Professor Bob Wessels, Leiden University

  • Twenty suggestions for a makeover of the EU Insolvency Regulation (International Caselaw Alert, No. 12 – V/2006, October 31, 2006, pp. 68-73)
  • The quest for coordination of proceedings in crossborder insolvency cases in Europe (Insolvency and Restucturing in Germany – Yearbook 2008, forthcoming)

Gabriel Moss QC, 3-4 South Square

  • Mystery of the Sphinx – COMI In The US
  • Beyond the Sphinx – Is Chapter 15 The Sole Gateway
  • Death of the Sphinx (First printed in volume 20, pp. 4, 56, and 157 respectively, of Insolvency Intelligence, published by Sweet & Maxwell)

Ron Dekoven, 3-4 South Square

  • US Chapter 15 Application Refused (First printed in issue 5, volume 4 of International Corporate Rescue, published by Chase Cambria Publishing)

Look Chan Ho, Freshfields Bruckhaus Deringer

  • Proving COMI: Seeking recognition under chapter 15 of the US Bankruptcy Code

More information on the seminar is available at the BIICL´s seminar website.




Rome I – Agreement Reached by EP and Council?

The EP’s Committee on Legal Affairs (JURI) adopted in its meeting of 20 November 2007 a Draft Legislative Resolution on the Rome I Proposal on the law applicable to contractual obligations, on the basis of a new set of 62 “final” compromise amendments presented by the rapporteur, Ian Dumitrescu.

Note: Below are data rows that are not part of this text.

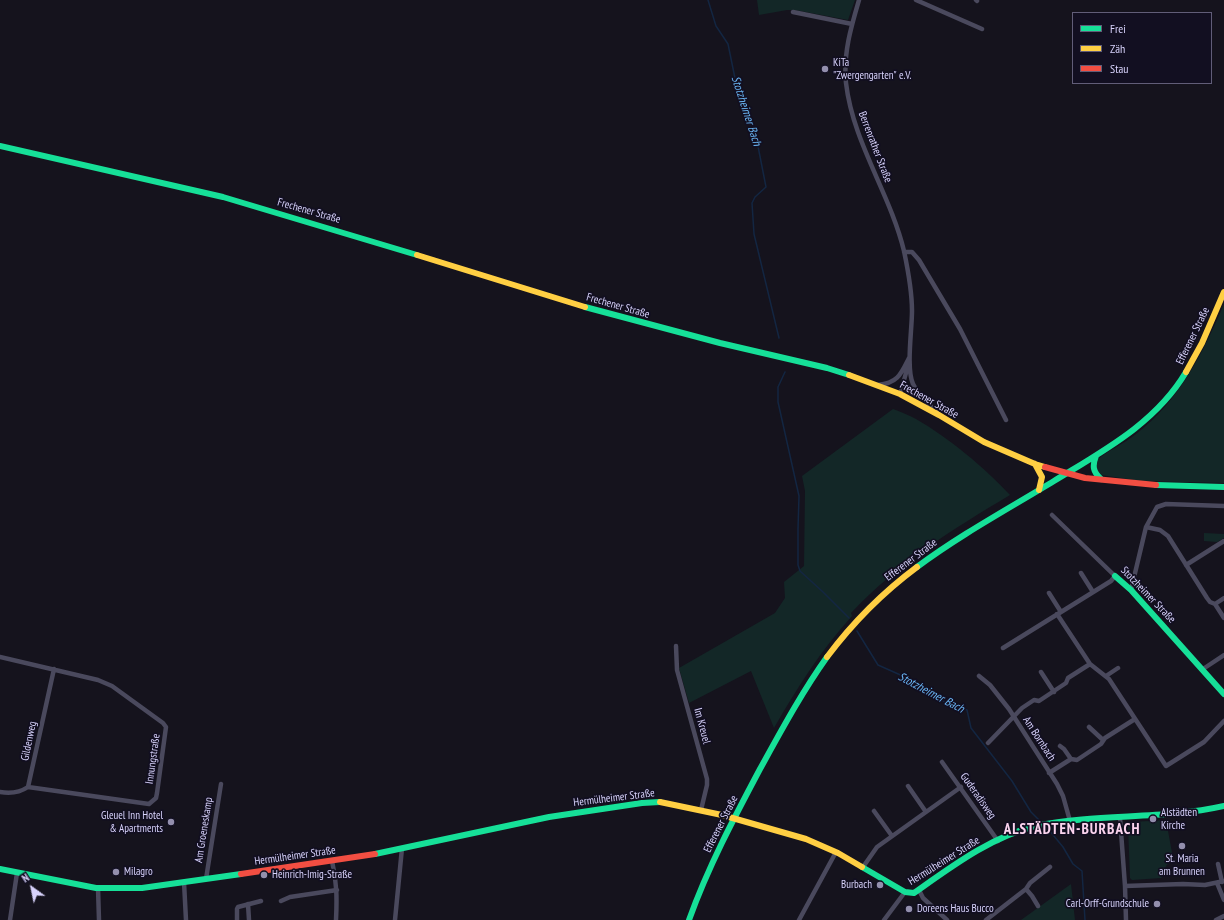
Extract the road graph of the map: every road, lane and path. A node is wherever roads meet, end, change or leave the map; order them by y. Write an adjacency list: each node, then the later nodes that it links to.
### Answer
1 (860, 0): 4 (street, Berrenrather Straße)
2 (916, 0): 5 (street)
3 (793, 12): 4 (street)
4 (852, 24): 7 (street, Berrenrather Straße)
5 (982, 29)
6 (0, 146): 10 (street, Frechener Straße)
7 (904, 252): 9 (street, Berrenrather Straße); 13 (street)
8 (1224, 292): 14 (street, Efferener Straße)
9 (910, 356): 10 (street, Berrenrather Straße); 11 (street, Berrenrather Straße); 12 (street, Berrenrather Straße)
10 (878, 385): 11 (street, Frechener Straße)
11 (900, 394): 12 (street, Frechener Straße)
12 (939, 415): 15 (street, Frechener Straße)
13 (1006, 420)
14 (1096, 455): 16 (street, Efferener Straße); 17 (street)
15 (1035, 464): 16 (street, Frechener Straße); 19 (street)
16 (1065, 474): 17 (street, Frechener Straße); 19 (street, Efferener Straße)
17 (1102, 480): 18 (street, Frechener Straße)
18 (1224, 487)
19 (1039, 490): 67 (street, Efferener Straße)
20 (1224, 506): 22 (street)
21 (1052, 514): 26 (street, Stotzheimer Straße)
22 (1146, 527): 24 (street); 27 (street)
23 (1224, 541): 24 (street)
24 (1186, 566): 31 (street)
25 (1081, 573): 28 (street)
26 (1115, 576): 27 (street, Stotzheimer Straße); 28 (street)
27 (1131, 590): 41 (street, Stotzheimer Straße)
28 (1093, 592): 32 (street)
29 (1049, 593): 32 (street)
30 (1224, 598): 31 (street)
31 (1215, 604): 33 (street)
32 (1059, 613): 35 (street); 38 (street)
33 (1224, 618)
34 (676, 646): 63 (street, Im Kreuel)
35 (1003, 648)
36 (1224, 655): 41 (street)
37 (0, 656): 40 (street, Innungstraße)
38 (1090, 664): 44 (street); 45 (street)
39 (1118, 668): 44 (street)
40 (54, 669): 59 (street, Gildenweg); 59 (street, Innungstraße)
41 (1203, 669): 46 (street, Stotzheimer Straße)
42 (1041, 672): 45 (street)
43 (979, 676): 47 (street, Am Bornbach)
44 (1106, 676): 48 (street)
45 (1054, 692): 47 (street)
46 (1224, 694)
47 (1013, 716): 52 (street); 56 (street, Am Bornbach)
48 (1135, 719): 49 (street); 51 (street)
49 (1224, 721)
50 (1089, 727): 51 (street)
51 (1103, 740): 54 (street)
52 (988, 743)
53 (1060, 746): 54 (street)
54 (1071, 759): 56 (street)
55 (942, 762): 60 (street, Guderadisweg)
56 (1049, 773): 68 (street, Am Bornbach)
57 (221, 784): 79 (street, Am Groeneskamp)
58 (908, 786): 65 (street)
59 (28, 787): 61 (street)
60 (961, 787): 65 (street); 70 (street, Guderadisweg)
61 (0, 792)
62 (1224, 806): 66 (street, Hermülheimer Straße)
63 (701, 810): 67 (street, Hermülheimer Straße); 71 (street, Hermülheimer Straße)
64 (874, 811): 69 (street)
65 (926, 812): 69 (street)
66 (1120, 818): 68 (street, Hermülheimer Straße); 82 (street)
67 (733, 819): 72 (street, Hermülheimer Straße); 101 (street, Efferener Straße)
68 (1070, 821): 70 (street, Hermülheimer Straße)
69 (892, 836): 75 (street)
70 (998, 841): 86 (street, Hermülheimer Straße)
71 (402, 848): 73 (street, Hermülheimer Straße); 100 (street)
72 (836, 852): 75 (street, Hermülheimer Straße); 102 (street)
73 (332, 861): 79 (street, Hermülheimer Straße); 85 (street)
74 (1218, 864): 81 (street)
75 (864, 868): 87 (street, Hermülheimer Straße)
76 (1050, 868): 84 (street)
77 (0, 870): 78 (street, Hermülheimer Straße)
78 (17, 873): 83 (street, Hermülheimer Straße); 94 (street)
79 (206, 879): 80 (street, Hermülheimer Straße)
80 (184, 882): 83 (street, Hermülheimer Straße); 96 (street)
81 (1221, 882): 82 (street); 88 (street)
82 (1125, 886): 106 (street)
83 (98, 888): 95 (street)
84 (1026, 889): 92 (street); 105 (street)
85 (337, 890): 90 (street); 99 (street)
86 (919, 890): 87 (street, Hermülheimer Straße); 104 (street)
87 (905, 892): 103 (street)
88 (1224, 900)
89 (261, 901): 91 (street)
90 (281, 901)
91 (248, 904): 97 (street); 98 (street)
92 (1038, 906)
93 (1224, 916): 107 (street)
94 (10, 920)
95 (99, 920)
96 (186, 920)
97 (237, 920)
98 (249, 920)
99 (336, 920)
100 (395, 920)
101 (689, 920)
102 (799, 920)
103 (884, 920)
104 (947, 920)
105 (986, 920)
106 (1126, 920)
107 (1216, 920)

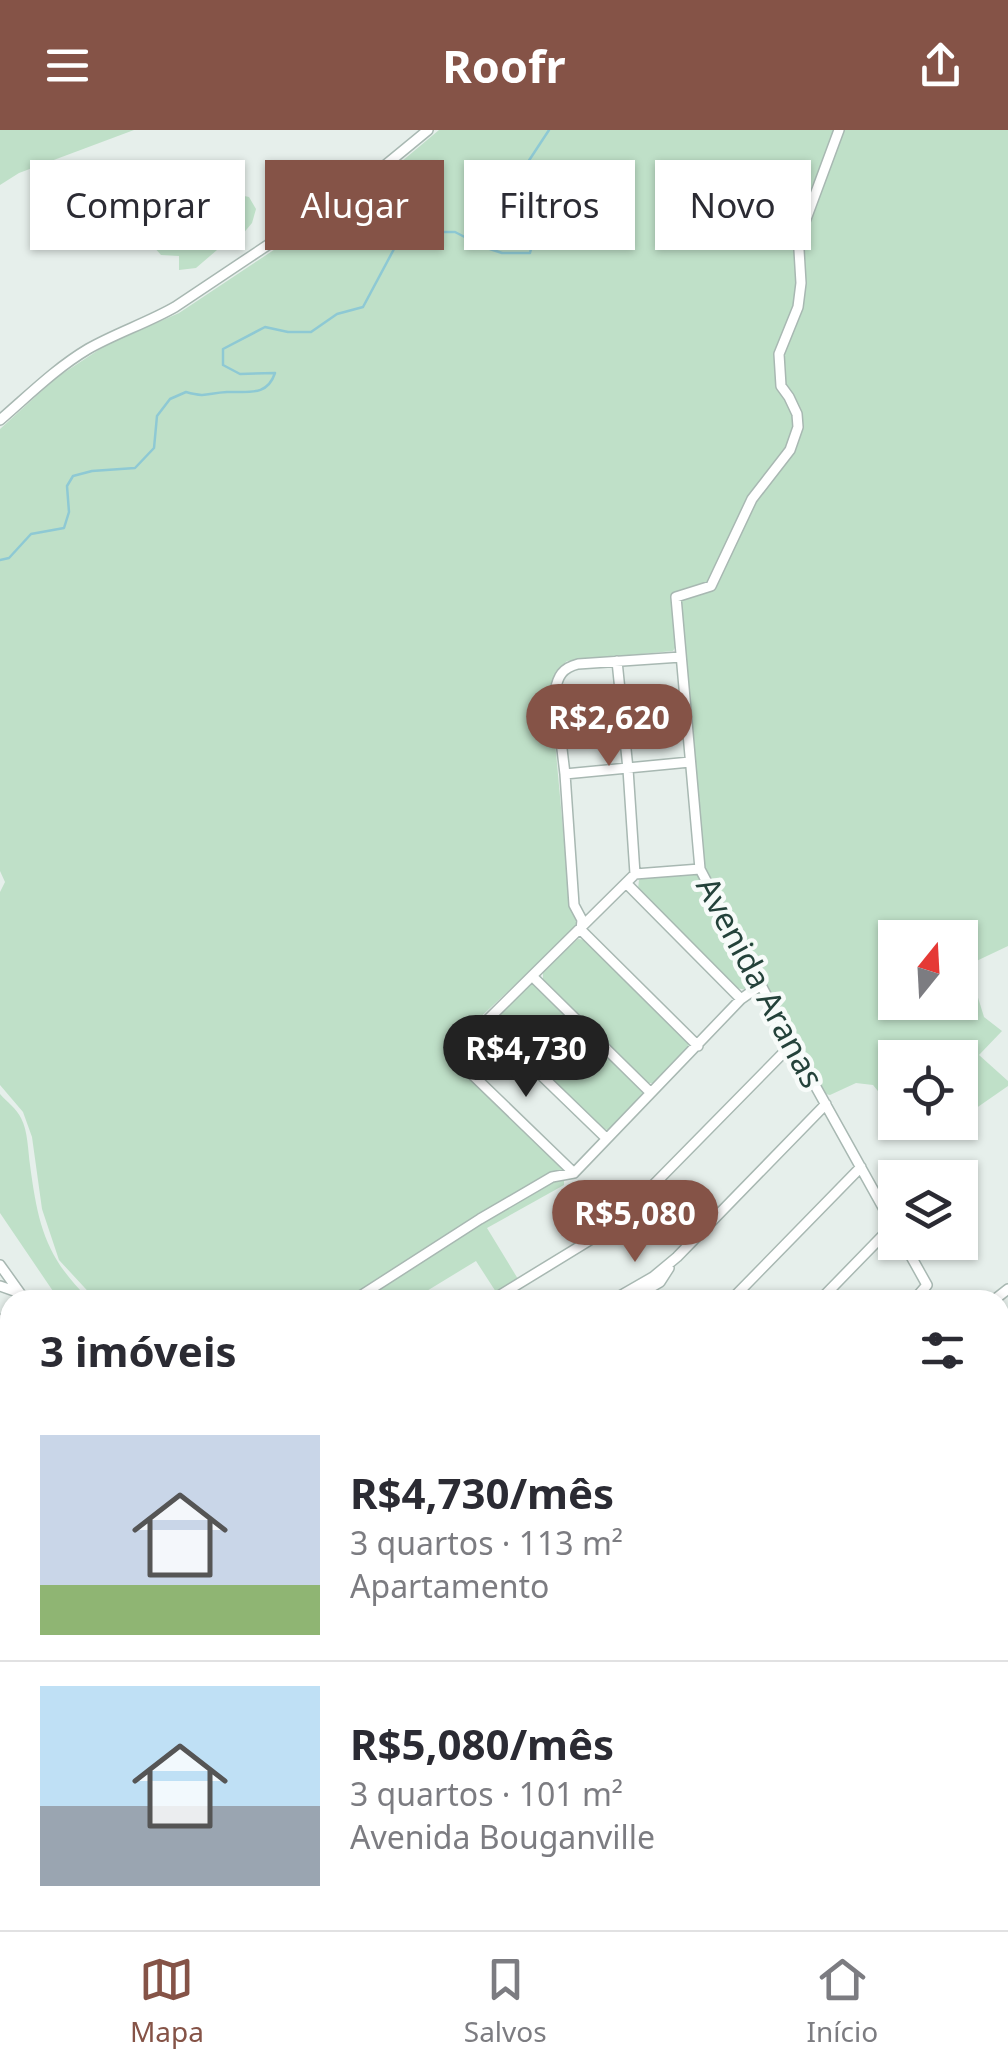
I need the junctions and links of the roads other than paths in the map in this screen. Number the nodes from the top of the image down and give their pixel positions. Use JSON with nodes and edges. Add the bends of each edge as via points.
{"nodes":[{"id":1,"x":428,"y":130,"type":"edge"},
{"id":2,"x":838,"y":130,"type":"edge"},
{"id":3,"x":0,"y":420,"type":"edge"},
{"id":4,"x":681,"y":657,"type":"junction"},
{"id":5,"x":618,"y":662,"type":"junction"},
{"id":6,"x":690,"y":762,"type":"junction"},
{"id":7,"x":628,"y":769,"type":"junction"},
{"id":8,"x":564,"y":774,"type":"junction"},
{"id":9,"x":700,"y":869,"type":"junction"},
{"id":10,"x":635,"y":874,"type":"junction"},
{"id":11,"x":626,"y":884,"type":"junction"},
{"id":12,"x":581,"y":930,"type":"junction"},
{"id":13,"x":532,"y":976,"type":"junction"},
{"id":14,"x":761,"y":985,"type":"junction"},
{"id":15,"x":741,"y":999,"type":"junction"},
{"id":16,"x":486,"y":1022,"type":"junction"},
{"id":17,"x":792,"y":1044,"type":"junction"},
{"id":18,"x":698,"y":1046,"type":"junction"},
{"id":19,"x":650,"y":1092,"type":"junction"},
{"id":20,"x":826,"y":1104,"type":"junction"},
{"id":21,"x":606,"y":1138,"type":"junction"},
{"id":22,"x":861,"y":1167,"type":"junction"},
{"id":23,"x":574,"y":1172,"type":"junction"},
{"id":24,"x":878,"y":1198,"type":"edge"},
{"id":25,"x":878,"y":1243,"type":"edge"},
{"id":26,"x":676,"y":1257,"type":"junction"},
{"id":27,"x":913,"y":1260,"type":"edge"},
{"id":28,"x":0,"y":1265,"type":"edge"},
{"id":29,"x":18,"y":1290,"type":"edge"},
{"id":30,"x":370,"y":1290,"type":"edge"},
{"id":31,"x":516,"y":1290,"type":"edge"},
{"id":32,"x":631,"y":1290,"type":"edge"},
{"id":33,"x":646,"y":1290,"type":"edge"},
{"id":34,"x":740,"y":1290,"type":"edge"},
{"id":35,"x":830,"y":1290,"type":"edge"},
{"id":36,"x":922,"y":1290,"type":"edge"}],
"edges":[{"from":1,"to":3,"type":"street","via":[[377,172],[175,307],[84,351]]},
{"from":2,"to":4,"type":"street","name":"Avenida Aranas","via":[[800,240],[798,307],[780,354],[781,386],[798,422],[795,437],[752,499],[712,586],[676,597]]},
{"from":4,"to":5,"type":"street"},
{"from":4,"to":6,"type":"street","name":"Avenida Aranas"},
{"from":5,"to":7,"type":"street"},
{"from":5,"to":8,"type":"street","via":[[566,667],[558,679]]},
{"from":6,"to":7,"type":"street"},
{"from":6,"to":9,"type":"street","name":"Avenida Aranas"},
{"from":7,"to":8,"type":"street"},
{"from":7,"to":10,"type":"street"},
{"from":8,"to":12,"type":"street"},
{"from":9,"to":10,"type":"street"},
{"from":9,"to":14,"type":"street","name":"Avenida Aranas"},
{"from":10,"to":11,"type":"street"},
{"from":11,"to":12,"type":"street"},
{"from":11,"to":15,"type":"street"},
{"from":12,"to":13,"type":"street"},
{"from":12,"to":18,"type":"street"},
{"from":13,"to":16,"type":"street"},
{"from":13,"to":19,"type":"street"},
{"from":14,"to":15,"type":"street"},
{"from":14,"to":17,"type":"street","name":"Avenida Aranas"},
{"from":15,"to":18,"type":"street"},
{"from":16,"to":21,"type":"street"},
{"from":16,"to":23,"type":"street","via":[[452,1056]]},
{"from":17,"to":20,"type":"street","name":"Avenida Aranas"},
{"from":17,"to":31,"type":"street","via":[[613,1226]]},
{"from":18,"to":19,"type":"street"},
{"from":19,"to":21,"type":"street"},
{"from":20,"to":22,"type":"street","name":"Avenida Aranas"},
{"from":20,"to":26,"type":"street"},
{"from":21,"to":23,"type":"street"},
{"from":22,"to":24,"type":"street","name":"Avenida Aranas"},
{"from":22,"to":34,"type":"street"},
{"from":23,"to":30,"type":"street","via":[[552,1177]]},
{"from":25,"to":35,"type":"street"},
{"from":26,"to":32,"type":"street"},
{"from":26,"to":33,"type":"street"},
{"from":27,"to":36,"type":"street","via":[[926,1285]]},
{"from":28,"to":29,"type":"street"}]}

According to the Rome I page of Diana Wallis’ website (who acts as an EP shadow rapporteur in the Rome I codecision procedure, after her successful work on Rome II Regulation), the final amendments, which modify a substantial part of the recitals and provisions of the Regulation, have been drafted by the rapporteur following a series of informal trialogues with the Council Presidency and the Commission (thus adopting a different approach from the one taken in the Rome II procedure, in which an agreement could be found by the institutions only in the last-resort Conciliation Committee).

The vote on the Draft Legislative Resolution at first reading by the Parliament’s plenary session is scheduled on 29 November 2007. According to the Rome I OEIL page, the text will be then examined by the Council in its meeting of 6 December 2007: given the agreement reached in the trialogues, it is entirely possible that the text will gain at least political agreement in the Council, thus making the adoption of the act far more imminent than previously expected (see Council’s document no. 15325/07 of 19 November 2007 – currently not accessible, whose title reads “Approval of the final compromise package with a view to a first reading agreement with the European Parliament”).

Further information on the evolution of the codecision procedure will be posted as soon as it is available.